In 1996, the median income of aboriginal Canadians was $12,003 — $9,428 lower than the median income of other Canadians. Five years later, the median aboriginal income had grown to $16,036, but was still $9,045 behind that of other Canadians.

By 2006, the gap had narrowed to $8,135, when the median income of aboriginal Canadians was $18,962.

Reason for hope

Aboriginal people tend to make less regardless of sex, location or education level with one major exception, the study found: the 14 per cent of aboriginal women with at least an undergraduate degree tend to earn $2,471 more than non-aboriginal women with the same education level.

The report calls this discrepancy "a phenomenon," but one that gives "reason for hope," said Dan Wilson, who co-wrote the report. 

The report acknowledges "that educational attainment among aboriginal people lags well behind averages for the Canadian population as a whole" and that non-aboriginal Canadians "are still far more likely to complete high school and to get a university degree" than aboriginal Canadians.

In 2006, eight per cent of aboriginal men and 14 per cent of aboriginal women had earned a bachelor's degree or higher, compared to 25 per cent of non-aboriginal men and 28 per cent of non-aboriginal women.

"But you shouldn't need to simply be a BA holder or a master's holder before you can get comparable income," Wilson said.

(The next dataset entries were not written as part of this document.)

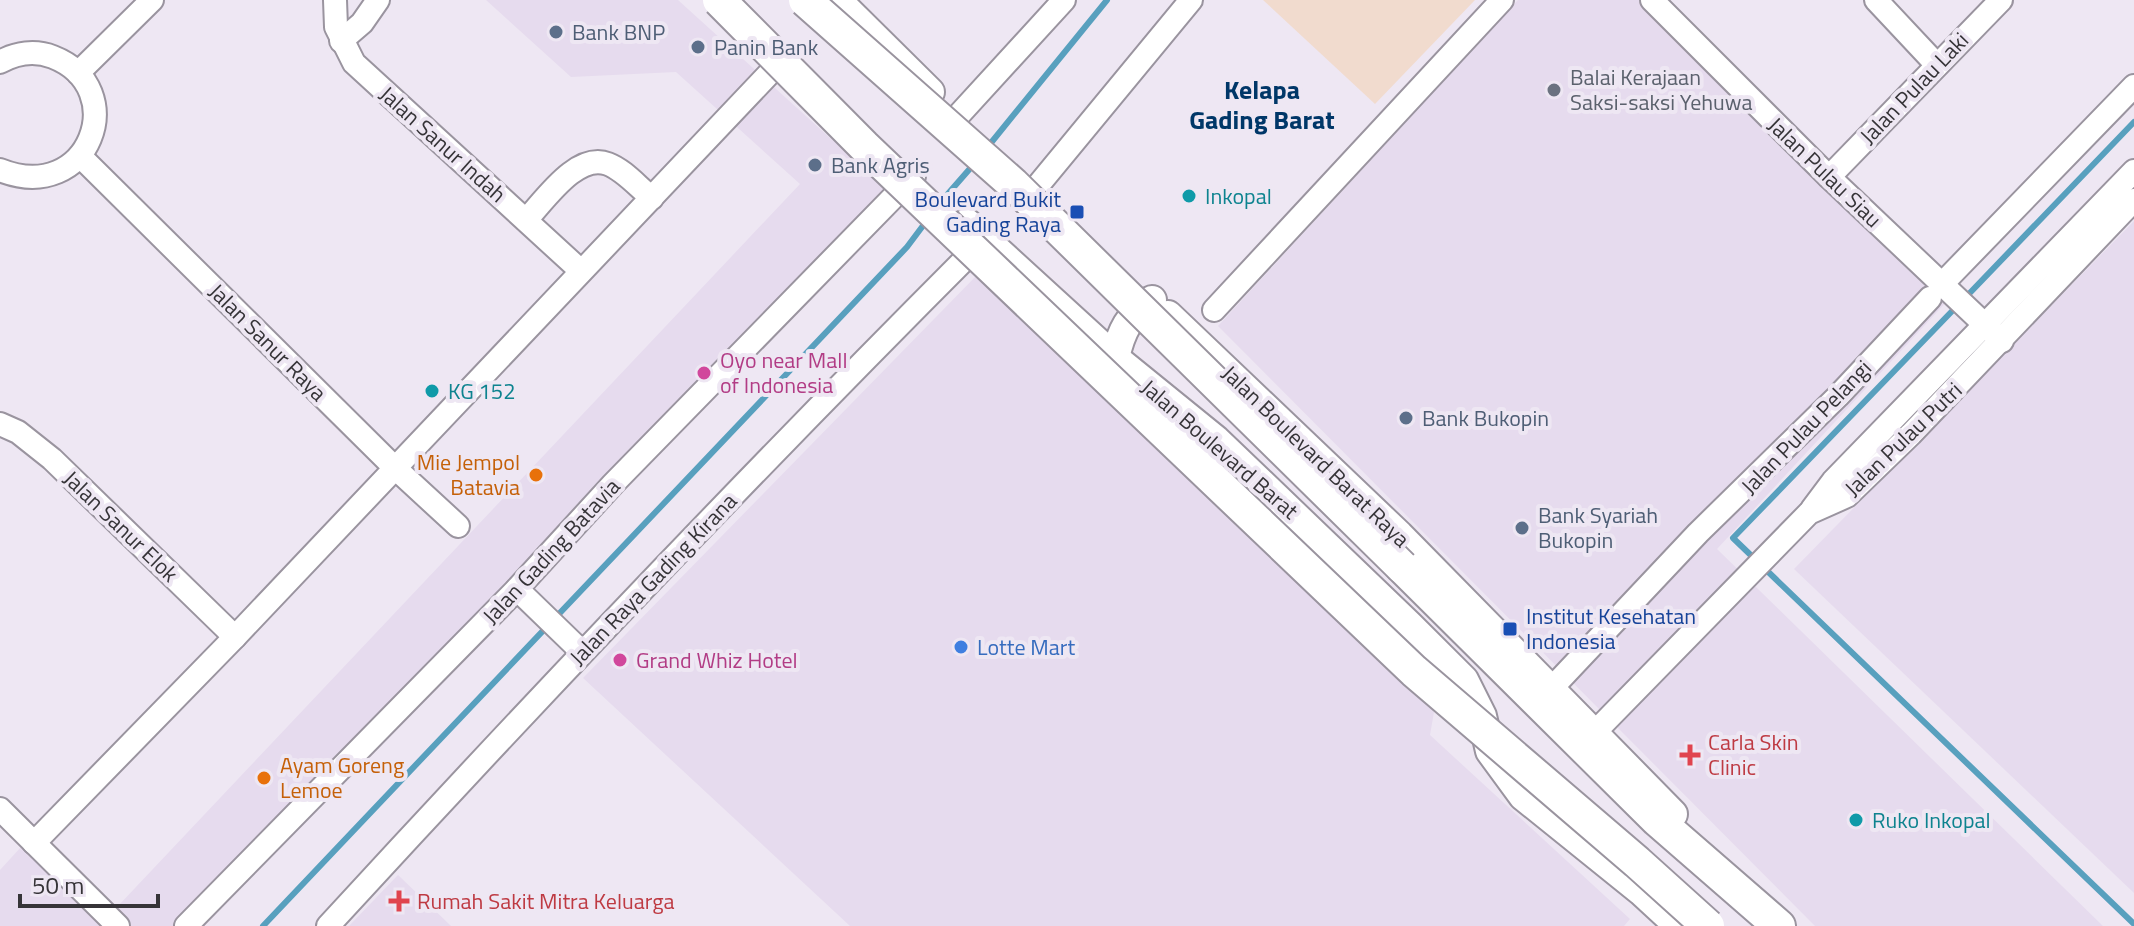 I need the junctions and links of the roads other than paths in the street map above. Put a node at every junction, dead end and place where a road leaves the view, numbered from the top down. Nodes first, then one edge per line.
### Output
1 (152, 0) edge
2 (335, 0) edge
3 (378, 0) edge
4 (720, 0) edge
5 (805, 0) edge
6 (837, 0) edge
7 (1064, 0) edge
8 (1191, 0) edge
9 (1502, 0) edge
10 (1652, 0) edge
11 (1876, 0) edge
12 (2001, 0) edge
13 (341, 41) junction
14 (784, 58) junction
15 (0, 62) edge
16 (1936, 64) junction
17 (78, 73) junction
18 (2134, 86) edge
19 (960, 121) junction
20 (80, 156) junction
21 (0, 170) edge
22 (2134, 172) edge
23 (1829, 177) junction
24 (1026, 181) junction
25 (922, 182) junction
26 (652, 198) junction
27 (2134, 200) edge
28 (526, 220) junction
29 (979, 234) junction
30 (581, 271) junction
31 (1940, 291) junction
32 (1152, 300) junction
33 (1214, 310) dead end
34 (1990, 329) junction
35 (1115, 358) junction
36 (1, 426) edge
37 (394, 467) junction
38 (458, 526) dead end
39 (523, 595) junction
40 (235, 637) junction
41 (581, 651) junction
42 (1551, 689) junction
43 (1594, 733) junction
44 (0, 809) edge
45 (34, 843) junction
46 (118, 926) edge
47 (186, 926) edge
48 (328, 926) edge
49 (1679, 926) edge
50 (1708, 926) edge
51 (1780, 926) edge

1 - 17 street
2 - 13 street, Jalan Sanur Indah
3 - 13 street
4 - 14 main road, Jalan Boulevard Barat
4 - 50 highway, bridge
5 - 51 highway, bridge
6 - 19 main road, Jalan Boulevard Barat Raya
7 - 19 street
8 - 24 street
9 - 33 street
10 - 23 street, Jalan Pulau Siau
11 - 16 street
12 - 16 street, Jalan Pulau Laki
13 - 28 street, Jalan Sanur Indah
14 - 25 main road, Jalan Boulevard Barat
14 - 26 street
15 - 17 street
16 - 23 street, Jalan Pulau Laki
17 - 20 street
18 - 31 street, Jalan Pulau Pelangi
19 - 24 main road, Jalan Boulevard Barat Raya
20 - 21 street
20 - 37 street, Jalan Sanur Raya
22 - 34 street
23 - 31 street, Jalan Pulau Siau
24 - 32 main road, Jalan Boulevard Barat Raya
25 - 29 main road, Jalan Boulevard Barat
25 - 39 street, Jalan Gading Batavia
26 - 28 street
26 - 30 street
27 - 34 street, Jalan Pulau Putri
28 - 30 street, Jalan Sanur Indah
29 - 35 main road, Jalan Boulevard Barat
29 - 41 street, Jalan Raya Gading Kirana
30 - 37 street
31 - 34 street, Jalan Pulau Siau
31 - 42 street, Jalan Pulau Pelangi
32 - 35 main road
32 - 42 main road, Jalan Boulevard Barat Raya
34 - 43 street, Jalan Pulau Putri
35 - 49 main road, Jalan Boulevard Barat
36 - 40 street, Jalan Sanur Elok
37 - 38 street, Jalan Sanur Raya
37 - 40 street
39 - 41 street
39 - 47 street, Jalan Gading Batavia
40 - 45 street
41 - 48 street, Jalan Raya Gading Kirana
42 - 43 main road, Jalan Boulevard Barat Raya
43 - 51 main road, Jalan Boulevard Barat Raya
44 - 45 street
45 - 46 street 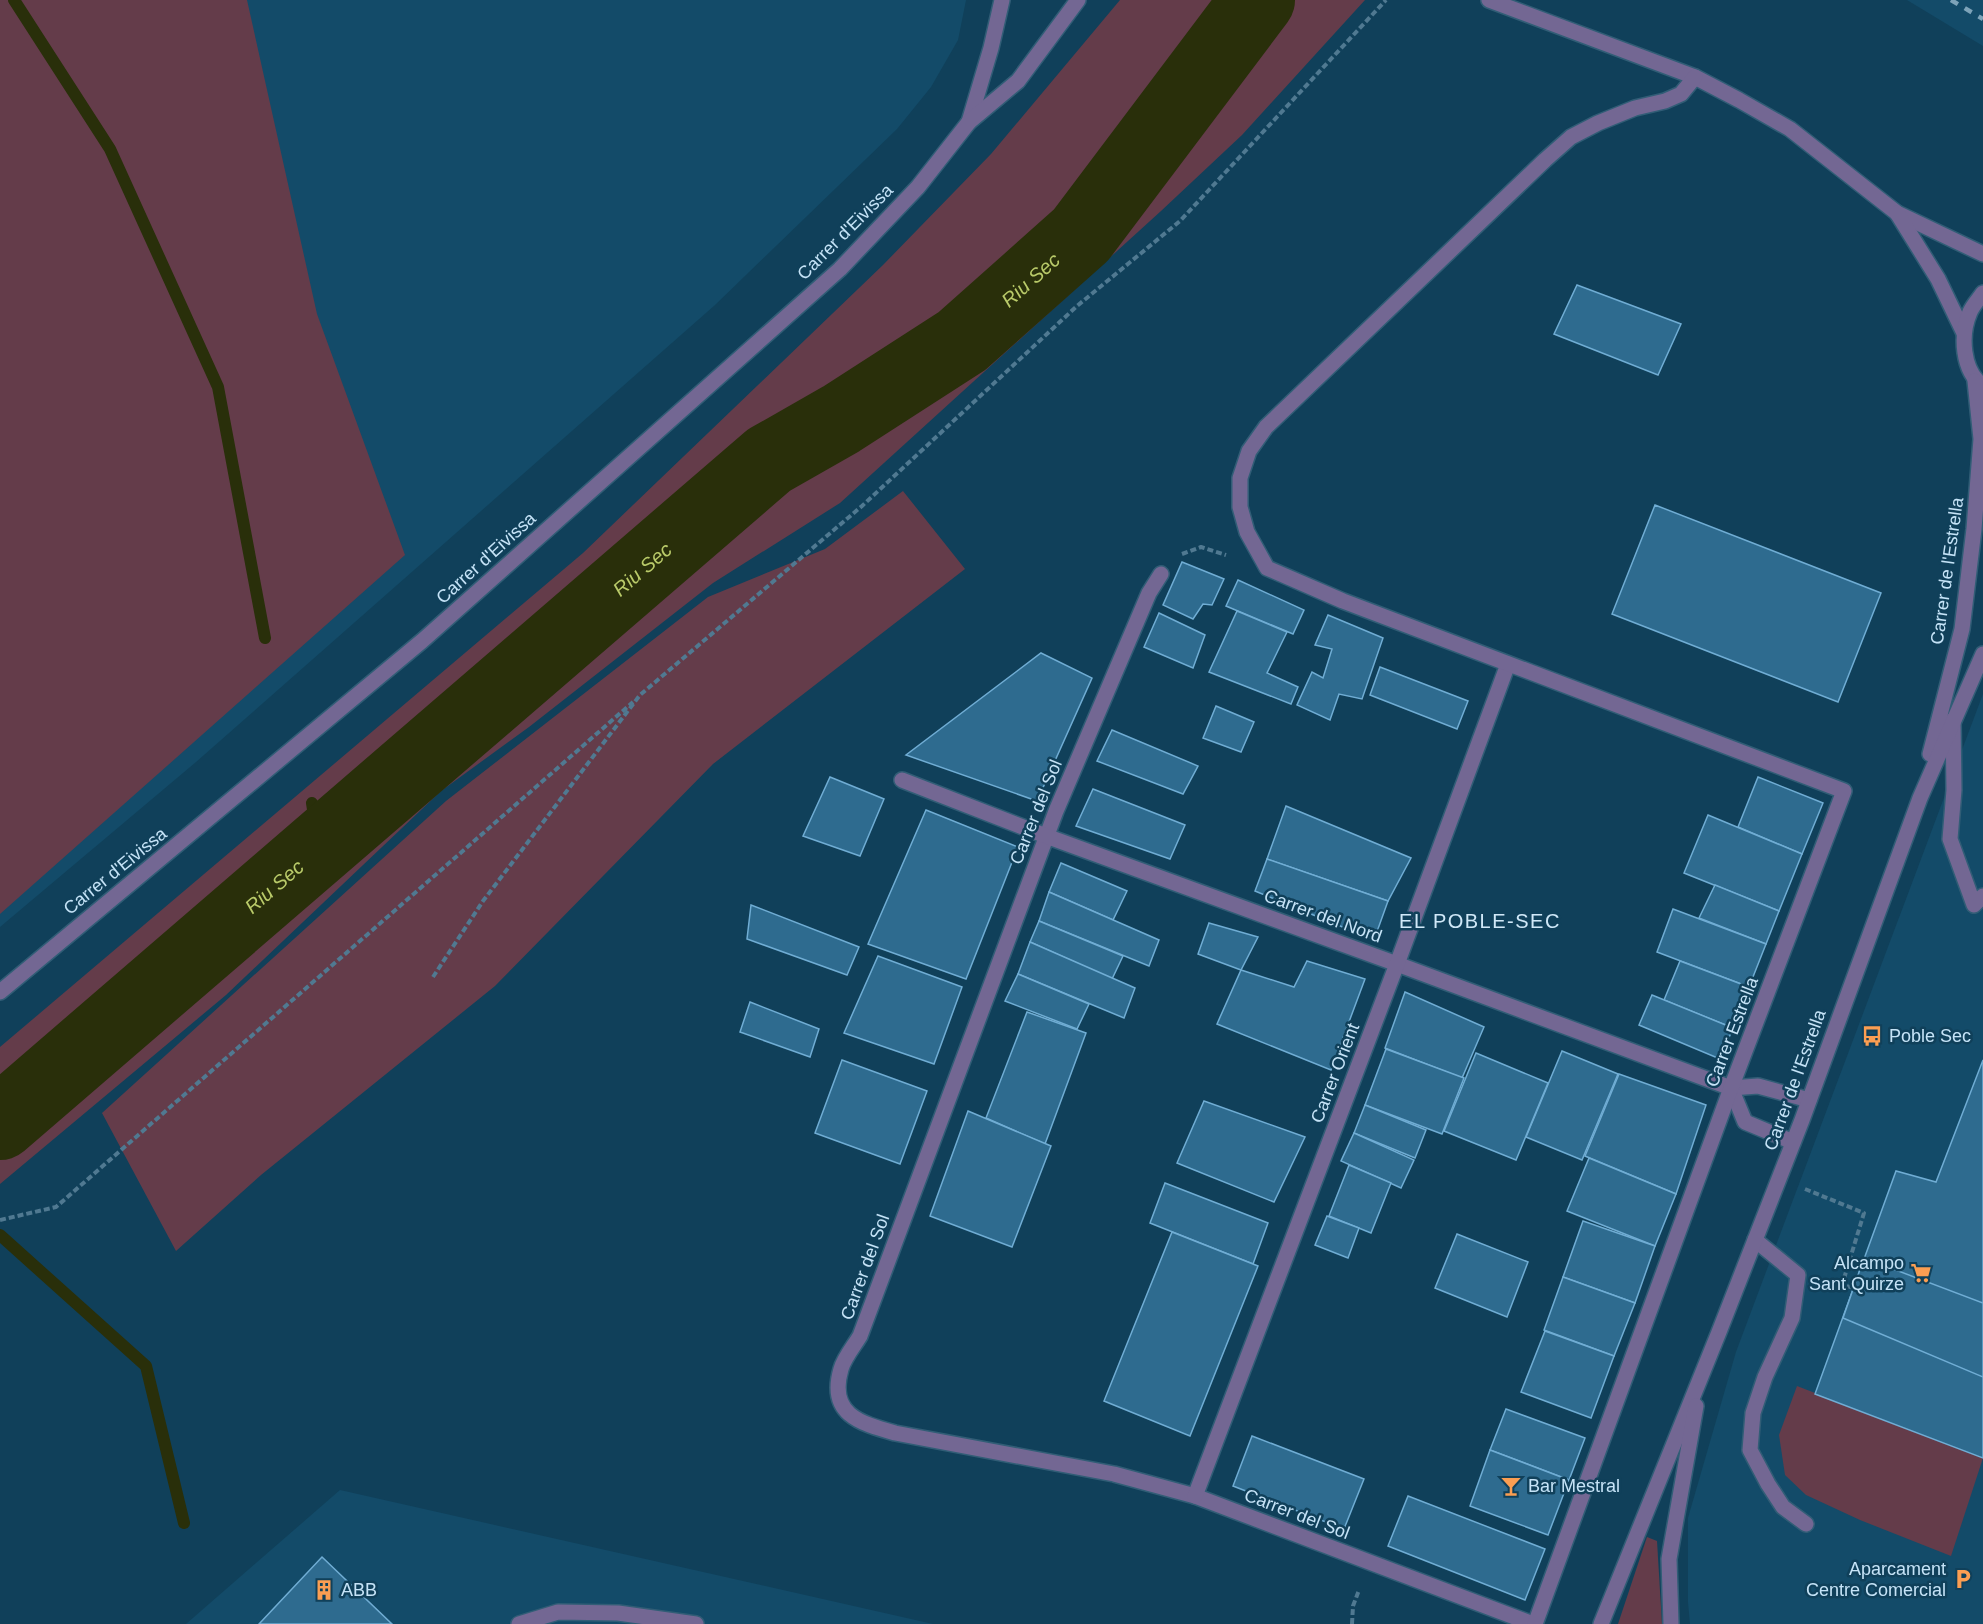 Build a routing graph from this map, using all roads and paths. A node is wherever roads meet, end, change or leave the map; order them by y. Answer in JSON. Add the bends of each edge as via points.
{"nodes":[{"id":1,"x":1002,"y":0,"type":"edge"},
{"id":2,"x":1078,"y":0,"type":"edge"},
{"id":3,"x":1386,"y":0,"type":"edge"},
{"id":4,"x":1489,"y":0,"type":"edge"},
{"id":5,"x":1695,"y":77,"type":"junction"},
{"id":6,"x":969,"y":122,"type":"junction"},
{"id":7,"x":1898,"y":213,"type":"junction"},
{"id":8,"x":1983,"y":254,"type":"edge"},
{"id":9,"x":1983,"y":293,"type":"edge"},
{"id":10,"x":1964,"y":333,"type":"junction"},
{"id":11,"x":1979,"y":383,"type":"edge"},
{"id":12,"x":1266,"y":568,"type":"junction"},
{"id":13,"x":1161,"y":574,"type":"joint"},
{"id":14,"x":1983,"y":654,"type":"edge"},
{"id":15,"x":1508,"y":664,"type":"junction"},
{"id":16,"x":640,"y":695,"type":"junction"},
{"id":17,"x":1953,"y":720,"type":"junction"},
{"id":18,"x":902,"y":780,"type":"dead end"},
{"id":19,"x":1920,"y":798,"type":"junction"},
{"id":20,"x":1046,"y":836,"type":"junction"},
{"id":21,"x":1978,"y":900,"type":"edge"},
{"id":22,"x":1397,"y":964,"type":"junction"},
{"id":23,"x":433,"y":977,"type":"dead end"},
{"id":24,"x":0,"y":992,"type":"edge"},
{"id":25,"x":1731,"y":1088,"type":"junction"},
{"id":26,"x":1809,"y":1100,"type":"junction"},
{"id":27,"x":1793,"y":1142,"type":"junction"},
{"id":28,"x":1801,"y":1188,"type":"dead end"},
{"id":29,"x":0,"y":1220,"type":"edge"},
{"id":30,"x":1755,"y":1240,"type":"junction"},
{"id":31,"x":1854,"y":1288,"type":"dead end"},
{"id":32,"x":1702,"y":1373,"type":"junction"},
{"id":33,"x":1195,"y":1496,"type":"junction"},
{"id":34,"x":1806,"y":1524,"type":"dead end"},
{"id":35,"x":1369,"y":1562,"type":"junction"},
{"id":36,"x":621,"y":1618,"type":"edge"},
{"id":37,"x":519,"y":1624,"type":"edge"},
{"id":38,"x":696,"y":1624,"type":"edge"},
{"id":39,"x":1353,"y":1624,"type":"edge"},
{"id":40,"x":1534,"y":1624,"type":"edge"},
{"id":41,"x":1601,"y":1624,"type":"edge"},
{"id":42,"x":1671,"y":1624,"type":"edge"}],
"edges":[{"from":1,"to":6,"type":"street","name":"Carrer d'Eivissa"},
{"from":2,"to":6,"type":"street","name":"Carrer d'Eivissa","via":[[1018,81]]},
{"from":3,"to":16,"type":"path","via":[[1180,221],[1077,306],[862,506]]},
{"from":4,"to":5,"type":"street"},
{"from":5,"to":7,"type":"street","via":[[1790,129]]},
{"from":5,"to":12,"type":"street","via":[[1681,94],[1635,108],[1571,137],[1266,427],[1249,451],[1240,478],[1240,507],[1247,532]]},
{"from":6,"to":24,"type":"street","name":"Carrer d'Eivissa","via":[[918,187],[840,269],[422,641]]},
{"from":7,"to":8,"type":"street"},
{"from":7,"to":10,"type":"street","via":[[1938,279]]},
{"from":9,"to":10,"type":"street","via":[[1970,311]]},
{"from":10,"to":11,"type":"street","name":"Carrer de l'Estrella","via":[[1967,361]]},
{"from":11,"to":19,"type":"street","name":"Carrer de l'Estrella","via":[[1981,439],[1962,629]]},
{"from":12,"to":13,"type":"path","via":[[1201,547],[1176,556]]},
{"from":12,"to":15,"type":"street","via":[[1343,602]]},
{"from":13,"to":20,"type":"street","name":"Carrer del Sol","via":[[1149,593]]},
{"from":14,"to":17,"type":"street","name":"Carrer de l'Estrella"},
{"from":15,"to":22,"type":"street","name":"Carrer Orient"},
{"from":15,"to":25,"type":"street","name":"Carrer Estrella","via":[[1844,791]]},
{"from":16,"to":23,"type":"path","via":[[483,901]]},
{"from":16,"to":29,"type":"path","via":[[56,1207]]},
{"from":17,"to":19,"type":"street","name":"Carrer de l'Estrella"},
{"from":17,"to":21,"type":"street","via":[[1950,839]]},
{"from":18,"to":20,"type":"street","name":"Carrer del Nord"},
{"from":19,"to":26,"type":"street","name":"Carrer de l'Estrella"},
{"from":20,"to":22,"type":"street","name":"Carrer del Nord"},
{"from":20,"to":33,"type":"street","name":"Carrer del Sol","via":[[860,1336],[841,1368],[838,1398],[849,1415],[895,1434],[1114,1474]]},
{"from":22,"to":25,"type":"street","name":"Carrer del Nord"},
{"from":22,"to":33,"type":"street","name":"Carrer Orient"},
{"from":25,"to":26,"type":"street","name":"Carrer del Nord","via":[[1758,1086]]},
{"from":25,"to":27,"type":"street","via":[[1745,1122]]},
{"from":25,"to":40,"type":"street","name":"Carrer Estrella"},
{"from":26,"to":27,"type":"street","name":"Carrer de l'Estrella"},
{"from":27,"to":30,"type":"street","name":"Carrer de l'Estrella"},
{"from":28,"to":31,"type":"path","via":[[1864,1213],[1842,1285]]},
{"from":30,"to":32,"type":"street","name":"Carrer de l'Estrella"},
{"from":30,"to":34,"type":"street","via":[[1798,1275],[1792,1318],[1765,1377],[1754,1413],[1750,1450],[1783,1507]]},
{"from":32,"to":41,"type":"street","name":"Carrer de l'Estrella"},
{"from":32,"to":42,"type":"street","name":"Carrer de l'Estrella","via":[[1669,1558]]},
{"from":33,"to":35,"type":"street","name":"Carrer del Sol"},
{"from":35,"to":39,"type":"path","via":[[1353,1606]]},
{"from":35,"to":40,"type":"street","name":"Carrer del Sol"},
{"from":36,"to":37,"type":"street","via":[[558,1612]]},
{"from":36,"to":38,"type":"street"}]}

First Nations University of Canada has its main campus in Regina and satellite campuses in Saskatoon and Prince Albert.

"While education is a driver for income levels in all groups, aboriginal and non-aboriginal, no community is made up entirely of university degree-holders, nor should they be expected to be."

Instead, "there must be jobs available across sectors, pay levels must be roughly equivalent and workforce entrants must be greeted without bias and suspicion," the report said.

The Conservatives are "already engaging in a new approach to providing support for First Nations and Inuit post-secondary experience," according to Margot Geduld, a spokeswoman for the Ministry of Indian and Northern Affairs.

In 2008-2009, the government spent $300 million on post-secondary education for an estimated 22,000 First Nations students, Geduld said, with further funding set aside in the 2010 budget.

But the report suggests that's not enough.

To erase the gap, the government should abandon its "traditional colonial style" of imposing "ideas that worked for the dominant culture," the report said, in favour of allowing communities to develop their own educational and training strategies.

It will also require a major shift away from what the report calls "the colonial administration of aboriginal communities" by the Canadian government.

Geduld said the ministry is reviewing the report.